The New York Times by IAN URBINA - July 28, 2009
In a bizarre twist to a closely watched case that rocked the Pennsylvania legal system this year, thousands of youths who had to appear before a corrupt county judge are in danger of losing the ability to sue for damages and court fees. The potential loss stems from a decision by the State Supreme Court in May that it would help the youths move on with their lives by destroying all documents related to their convictions that it deemed faulty. But doing so would hamper the public’s ability to investigate the corruption of the judge, Mark A. Ciavarella Jr., and limit the youths’ ability to sue him.
“This is about destroying evidence,” Marsha Levick, chief legal counsel for the Juvenile Law Center, a public interest law firm in Philadelphia, said after appearing on Monday before Judge A. Richard Caputo of Federal District Court in Scranton, Pa., to ask that the records be preserved. “Without these documents,” Ms. Levick said, “it would make it nearly impossible for these kids to get justice.” The Supreme Court has argued that under Pennsylvania law, all copies of a youth’s criminal record must be deleted for it to be expunged. But last week the Supreme Court amended its May order and agreed to preserve, under seal, copies of the records for the estimated 400 juveniles who are named as plaintiffs in lawsuits against Mr. Ciavarella and had requested copies of the records by a June 1 deadline set by the court. Lawyers for the youths, however, said that the amended order would not safeguard the records of about 6,100 remaining youths, who either had not been told of their rights stemming from the judicial corruption case or had yet to request their records. The records deal with the convictions of more than 6,500 youths who appeared from 2003 to 2008 before Mr. Ciavarella, who ran the juvenile court of Luzerne County for 12 years.

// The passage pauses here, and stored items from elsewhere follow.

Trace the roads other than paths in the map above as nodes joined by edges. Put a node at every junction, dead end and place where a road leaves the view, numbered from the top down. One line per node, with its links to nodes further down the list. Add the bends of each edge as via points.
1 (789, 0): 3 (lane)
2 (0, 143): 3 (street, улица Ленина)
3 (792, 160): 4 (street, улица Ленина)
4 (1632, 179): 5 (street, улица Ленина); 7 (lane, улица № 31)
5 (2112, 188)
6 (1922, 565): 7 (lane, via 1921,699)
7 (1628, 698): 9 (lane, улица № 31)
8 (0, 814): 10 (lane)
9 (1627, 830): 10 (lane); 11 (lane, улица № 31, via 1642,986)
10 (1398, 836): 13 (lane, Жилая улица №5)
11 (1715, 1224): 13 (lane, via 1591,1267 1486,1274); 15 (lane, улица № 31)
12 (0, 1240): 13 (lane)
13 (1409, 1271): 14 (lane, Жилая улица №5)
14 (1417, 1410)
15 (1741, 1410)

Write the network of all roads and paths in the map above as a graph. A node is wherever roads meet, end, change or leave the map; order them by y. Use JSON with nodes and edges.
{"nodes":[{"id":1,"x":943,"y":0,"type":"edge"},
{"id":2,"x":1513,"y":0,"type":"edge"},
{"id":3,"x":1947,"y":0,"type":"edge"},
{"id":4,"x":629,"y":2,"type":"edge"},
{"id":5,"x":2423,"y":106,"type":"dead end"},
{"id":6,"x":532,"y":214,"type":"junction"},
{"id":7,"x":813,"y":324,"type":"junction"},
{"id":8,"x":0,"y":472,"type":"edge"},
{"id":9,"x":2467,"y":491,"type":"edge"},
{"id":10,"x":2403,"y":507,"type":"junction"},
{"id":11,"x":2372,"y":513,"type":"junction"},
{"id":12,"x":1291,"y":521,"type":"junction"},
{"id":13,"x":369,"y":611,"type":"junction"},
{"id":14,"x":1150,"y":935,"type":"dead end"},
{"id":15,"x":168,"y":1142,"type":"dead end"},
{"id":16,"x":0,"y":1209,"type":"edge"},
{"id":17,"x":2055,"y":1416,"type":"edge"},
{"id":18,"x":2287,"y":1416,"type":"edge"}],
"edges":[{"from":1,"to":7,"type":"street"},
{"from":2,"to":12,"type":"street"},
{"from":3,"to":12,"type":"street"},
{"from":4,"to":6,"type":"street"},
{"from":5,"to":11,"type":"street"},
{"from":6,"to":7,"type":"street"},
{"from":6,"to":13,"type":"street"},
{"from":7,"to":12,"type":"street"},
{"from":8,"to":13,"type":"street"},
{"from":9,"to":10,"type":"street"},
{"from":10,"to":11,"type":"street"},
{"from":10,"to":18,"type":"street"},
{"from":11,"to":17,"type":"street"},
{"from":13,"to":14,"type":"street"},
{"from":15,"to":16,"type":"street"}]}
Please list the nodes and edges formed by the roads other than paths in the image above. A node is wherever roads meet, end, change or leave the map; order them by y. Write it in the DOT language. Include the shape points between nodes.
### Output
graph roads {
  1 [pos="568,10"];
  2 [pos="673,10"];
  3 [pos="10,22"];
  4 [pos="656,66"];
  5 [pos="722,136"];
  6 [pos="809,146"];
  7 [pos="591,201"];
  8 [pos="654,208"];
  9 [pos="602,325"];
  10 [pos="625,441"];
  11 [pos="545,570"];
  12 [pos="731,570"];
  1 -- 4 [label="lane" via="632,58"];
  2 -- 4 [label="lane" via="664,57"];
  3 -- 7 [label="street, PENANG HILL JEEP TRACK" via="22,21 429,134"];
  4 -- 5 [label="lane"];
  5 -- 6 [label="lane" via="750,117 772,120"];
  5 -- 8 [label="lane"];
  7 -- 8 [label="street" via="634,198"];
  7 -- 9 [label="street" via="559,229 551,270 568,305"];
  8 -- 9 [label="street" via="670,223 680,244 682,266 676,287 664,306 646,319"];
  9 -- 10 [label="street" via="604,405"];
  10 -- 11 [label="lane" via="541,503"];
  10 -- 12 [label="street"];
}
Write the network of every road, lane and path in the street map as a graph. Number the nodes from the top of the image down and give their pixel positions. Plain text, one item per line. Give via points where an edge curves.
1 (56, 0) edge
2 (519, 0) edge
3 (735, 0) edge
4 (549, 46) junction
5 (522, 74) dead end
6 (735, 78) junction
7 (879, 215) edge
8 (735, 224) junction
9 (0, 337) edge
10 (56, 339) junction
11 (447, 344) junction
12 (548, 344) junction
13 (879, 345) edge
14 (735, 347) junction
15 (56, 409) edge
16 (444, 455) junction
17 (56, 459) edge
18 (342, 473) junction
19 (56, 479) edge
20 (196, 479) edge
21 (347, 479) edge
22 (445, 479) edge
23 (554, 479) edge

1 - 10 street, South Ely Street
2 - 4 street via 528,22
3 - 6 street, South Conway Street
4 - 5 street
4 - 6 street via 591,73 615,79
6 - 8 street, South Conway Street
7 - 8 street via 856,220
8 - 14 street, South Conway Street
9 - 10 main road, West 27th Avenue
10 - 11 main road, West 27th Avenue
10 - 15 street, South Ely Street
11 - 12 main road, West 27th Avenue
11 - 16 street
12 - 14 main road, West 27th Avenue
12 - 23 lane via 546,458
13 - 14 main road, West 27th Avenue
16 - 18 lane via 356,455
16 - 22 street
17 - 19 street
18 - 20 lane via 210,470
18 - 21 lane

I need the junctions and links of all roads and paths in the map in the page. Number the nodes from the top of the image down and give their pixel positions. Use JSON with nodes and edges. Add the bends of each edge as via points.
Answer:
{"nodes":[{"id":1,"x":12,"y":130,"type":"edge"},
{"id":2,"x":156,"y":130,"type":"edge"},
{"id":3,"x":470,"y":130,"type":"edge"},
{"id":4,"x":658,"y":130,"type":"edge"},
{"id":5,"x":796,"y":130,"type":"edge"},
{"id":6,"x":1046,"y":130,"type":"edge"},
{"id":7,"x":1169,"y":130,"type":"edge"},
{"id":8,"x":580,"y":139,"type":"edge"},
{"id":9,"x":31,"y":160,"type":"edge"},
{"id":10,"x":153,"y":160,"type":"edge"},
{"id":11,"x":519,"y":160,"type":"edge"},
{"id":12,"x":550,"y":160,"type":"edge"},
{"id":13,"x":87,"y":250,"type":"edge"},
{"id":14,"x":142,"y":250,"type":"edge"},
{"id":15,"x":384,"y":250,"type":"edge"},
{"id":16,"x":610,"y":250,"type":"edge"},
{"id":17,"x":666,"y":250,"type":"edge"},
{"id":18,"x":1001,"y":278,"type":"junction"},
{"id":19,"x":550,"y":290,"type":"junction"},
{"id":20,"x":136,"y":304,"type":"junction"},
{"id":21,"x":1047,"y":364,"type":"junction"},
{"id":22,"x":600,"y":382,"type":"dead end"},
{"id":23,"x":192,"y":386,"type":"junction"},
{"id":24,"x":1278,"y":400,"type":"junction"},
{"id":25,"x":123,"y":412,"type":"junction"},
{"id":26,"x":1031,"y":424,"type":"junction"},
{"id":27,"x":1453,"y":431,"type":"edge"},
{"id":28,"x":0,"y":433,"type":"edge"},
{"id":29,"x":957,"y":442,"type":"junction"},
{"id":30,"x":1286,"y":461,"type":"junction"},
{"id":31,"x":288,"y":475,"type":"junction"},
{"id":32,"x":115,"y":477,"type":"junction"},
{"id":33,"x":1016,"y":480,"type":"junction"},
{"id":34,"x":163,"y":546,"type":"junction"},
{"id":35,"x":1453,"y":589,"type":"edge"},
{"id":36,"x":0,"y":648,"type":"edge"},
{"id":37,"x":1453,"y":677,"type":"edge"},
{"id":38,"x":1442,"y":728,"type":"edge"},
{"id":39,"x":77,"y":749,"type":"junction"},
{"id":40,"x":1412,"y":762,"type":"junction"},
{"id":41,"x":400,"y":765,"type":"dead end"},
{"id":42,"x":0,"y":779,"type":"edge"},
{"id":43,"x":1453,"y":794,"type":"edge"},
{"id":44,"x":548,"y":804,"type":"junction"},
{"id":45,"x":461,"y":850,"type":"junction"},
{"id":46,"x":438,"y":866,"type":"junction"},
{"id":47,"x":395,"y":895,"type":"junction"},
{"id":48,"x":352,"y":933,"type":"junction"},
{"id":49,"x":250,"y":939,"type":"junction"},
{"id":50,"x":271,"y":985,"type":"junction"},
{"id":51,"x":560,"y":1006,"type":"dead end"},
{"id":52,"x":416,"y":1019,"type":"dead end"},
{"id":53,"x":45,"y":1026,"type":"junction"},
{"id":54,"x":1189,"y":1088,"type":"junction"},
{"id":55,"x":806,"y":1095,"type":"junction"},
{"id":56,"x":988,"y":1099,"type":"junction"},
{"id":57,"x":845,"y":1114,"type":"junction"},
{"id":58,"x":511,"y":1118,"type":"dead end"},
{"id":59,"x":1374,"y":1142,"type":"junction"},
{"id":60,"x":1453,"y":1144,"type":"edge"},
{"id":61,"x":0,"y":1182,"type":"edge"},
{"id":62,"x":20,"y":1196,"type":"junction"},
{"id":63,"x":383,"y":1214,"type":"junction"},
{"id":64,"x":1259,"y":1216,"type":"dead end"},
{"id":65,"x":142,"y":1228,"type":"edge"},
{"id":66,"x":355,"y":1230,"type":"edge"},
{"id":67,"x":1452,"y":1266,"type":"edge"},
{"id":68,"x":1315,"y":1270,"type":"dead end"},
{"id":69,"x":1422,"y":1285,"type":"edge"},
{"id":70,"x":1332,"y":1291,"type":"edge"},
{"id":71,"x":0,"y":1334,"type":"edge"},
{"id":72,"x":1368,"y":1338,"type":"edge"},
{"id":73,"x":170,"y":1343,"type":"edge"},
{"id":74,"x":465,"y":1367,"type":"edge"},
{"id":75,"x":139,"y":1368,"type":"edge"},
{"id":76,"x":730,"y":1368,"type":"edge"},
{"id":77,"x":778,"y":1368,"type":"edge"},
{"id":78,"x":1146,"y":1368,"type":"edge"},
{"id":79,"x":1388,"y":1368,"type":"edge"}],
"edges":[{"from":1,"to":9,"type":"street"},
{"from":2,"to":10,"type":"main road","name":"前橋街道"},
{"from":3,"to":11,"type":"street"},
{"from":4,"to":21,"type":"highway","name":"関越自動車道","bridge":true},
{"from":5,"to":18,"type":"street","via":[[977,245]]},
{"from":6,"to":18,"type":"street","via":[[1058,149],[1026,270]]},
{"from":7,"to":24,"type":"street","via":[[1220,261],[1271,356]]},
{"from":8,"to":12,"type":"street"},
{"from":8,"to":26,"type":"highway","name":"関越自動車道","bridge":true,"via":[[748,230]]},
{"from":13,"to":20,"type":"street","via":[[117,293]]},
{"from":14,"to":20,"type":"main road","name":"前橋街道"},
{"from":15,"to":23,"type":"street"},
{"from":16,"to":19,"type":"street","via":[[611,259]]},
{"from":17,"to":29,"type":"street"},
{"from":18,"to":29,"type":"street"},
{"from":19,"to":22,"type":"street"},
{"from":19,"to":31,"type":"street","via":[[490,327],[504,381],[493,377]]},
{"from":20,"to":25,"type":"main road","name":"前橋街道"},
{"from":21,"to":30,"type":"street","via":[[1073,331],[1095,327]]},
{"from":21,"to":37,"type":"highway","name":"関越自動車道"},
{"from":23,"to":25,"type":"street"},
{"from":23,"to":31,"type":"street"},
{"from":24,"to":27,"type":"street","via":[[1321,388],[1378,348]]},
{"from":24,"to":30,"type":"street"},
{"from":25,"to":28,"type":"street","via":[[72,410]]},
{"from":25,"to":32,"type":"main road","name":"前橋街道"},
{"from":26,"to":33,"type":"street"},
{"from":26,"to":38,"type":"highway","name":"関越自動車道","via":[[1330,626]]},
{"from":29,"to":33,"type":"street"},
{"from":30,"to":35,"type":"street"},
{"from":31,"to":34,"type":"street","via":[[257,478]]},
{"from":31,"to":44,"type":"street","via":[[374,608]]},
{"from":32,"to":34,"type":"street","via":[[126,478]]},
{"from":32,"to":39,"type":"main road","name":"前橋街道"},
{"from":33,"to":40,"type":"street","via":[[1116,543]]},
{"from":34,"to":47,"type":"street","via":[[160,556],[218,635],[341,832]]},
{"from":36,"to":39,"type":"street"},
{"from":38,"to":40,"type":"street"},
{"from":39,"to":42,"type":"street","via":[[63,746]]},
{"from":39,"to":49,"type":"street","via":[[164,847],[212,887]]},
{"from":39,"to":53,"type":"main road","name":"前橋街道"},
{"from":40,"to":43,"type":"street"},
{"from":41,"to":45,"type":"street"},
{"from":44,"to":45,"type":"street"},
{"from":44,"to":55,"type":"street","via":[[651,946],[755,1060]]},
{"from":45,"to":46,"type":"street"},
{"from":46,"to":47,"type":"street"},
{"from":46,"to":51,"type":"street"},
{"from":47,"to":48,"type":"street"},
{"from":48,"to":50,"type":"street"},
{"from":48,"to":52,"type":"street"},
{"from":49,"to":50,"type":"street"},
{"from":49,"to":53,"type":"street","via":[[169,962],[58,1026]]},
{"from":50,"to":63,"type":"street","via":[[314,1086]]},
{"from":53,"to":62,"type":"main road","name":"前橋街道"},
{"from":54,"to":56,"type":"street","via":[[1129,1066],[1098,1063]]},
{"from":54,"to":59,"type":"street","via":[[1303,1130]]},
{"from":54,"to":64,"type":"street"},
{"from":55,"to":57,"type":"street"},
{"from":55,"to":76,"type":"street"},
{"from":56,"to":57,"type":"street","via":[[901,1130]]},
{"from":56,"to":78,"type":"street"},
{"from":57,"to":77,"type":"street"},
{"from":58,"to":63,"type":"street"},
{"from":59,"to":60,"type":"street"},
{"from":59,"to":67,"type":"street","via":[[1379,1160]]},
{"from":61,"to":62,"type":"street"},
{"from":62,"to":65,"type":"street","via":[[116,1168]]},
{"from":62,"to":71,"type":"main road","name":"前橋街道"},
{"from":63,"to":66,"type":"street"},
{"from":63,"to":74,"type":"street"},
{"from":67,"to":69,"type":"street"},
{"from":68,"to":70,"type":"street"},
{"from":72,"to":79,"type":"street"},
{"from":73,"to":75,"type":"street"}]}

In February, Mr. Ciavarella and Michael T. Conahan, a judge on the county’s Court of Common Pleas, pleaded guilty to tax evasion and wire fraud in a scheme that involved sending thousands of juveniles to two private detention centers in exchange for $2.6 million in kickbacks. They had been removed from the bench that month. Mr. Ciavarella appeared Monday at the federal courthouse to file a motion to dismiss a federal lawsuit against him. He would not comment on whether the records should be preserved. “I’m sorry that I brought such shame to the bench,” the former judge told a television reporter at the courthouse. “There’s a lot of good people who sit on the Luzerne County Court of Common Pleas who don’t deserve to be tarnished by what I did. And, unfortunately, they do get tarnished by that, and that’s wrong because they didn’t do anything wrong. I did; they didn’t.” Four civil lawsuits, which have been consolidated before Judge Caputo, have already been filed against Mr. Ciavarella and Mr. Conahan.
Lawyers for the juveniles said Monday that the records might be important for them to identify and contact each potential member of the class. They are also needed so that investigators and the public can discern the extent of judicial misconduct, the lawyers said. Zygmont A. Pines, the Pennsylvania court administrator, wrote in a June 25 letter to Judge Caputo that the main concern of the Supreme Court was “to ensure that tainted convictions of affected juveniles in Luzerne County be undone as expeditiously as possible.” Mr. Pines also wrote that youths who had not joined any of the lawsuits might not want to have their records preserved. This month, after Judge Caputo was asked to protect the records, the Supreme Court sent him a letter opposing the move. On July 2, Judge Caputo denied the request to protect the records, citing federalism prerogatives and concluding that the issue was “best left to the Pennsylvania courts.” Appearing before him on Monday, lawyers for the juveniles argued that the Supreme Court’s decision last week acknowledged that Pennsylvania law allowed for records to be expunged even if copies were kept under seal for the sake of evidence in later litigation. “If they are going to preserve the evidence for 400 of the faulty convictions,” Ms. Levick said, “then they should preserve it for all of the faulty convictions.”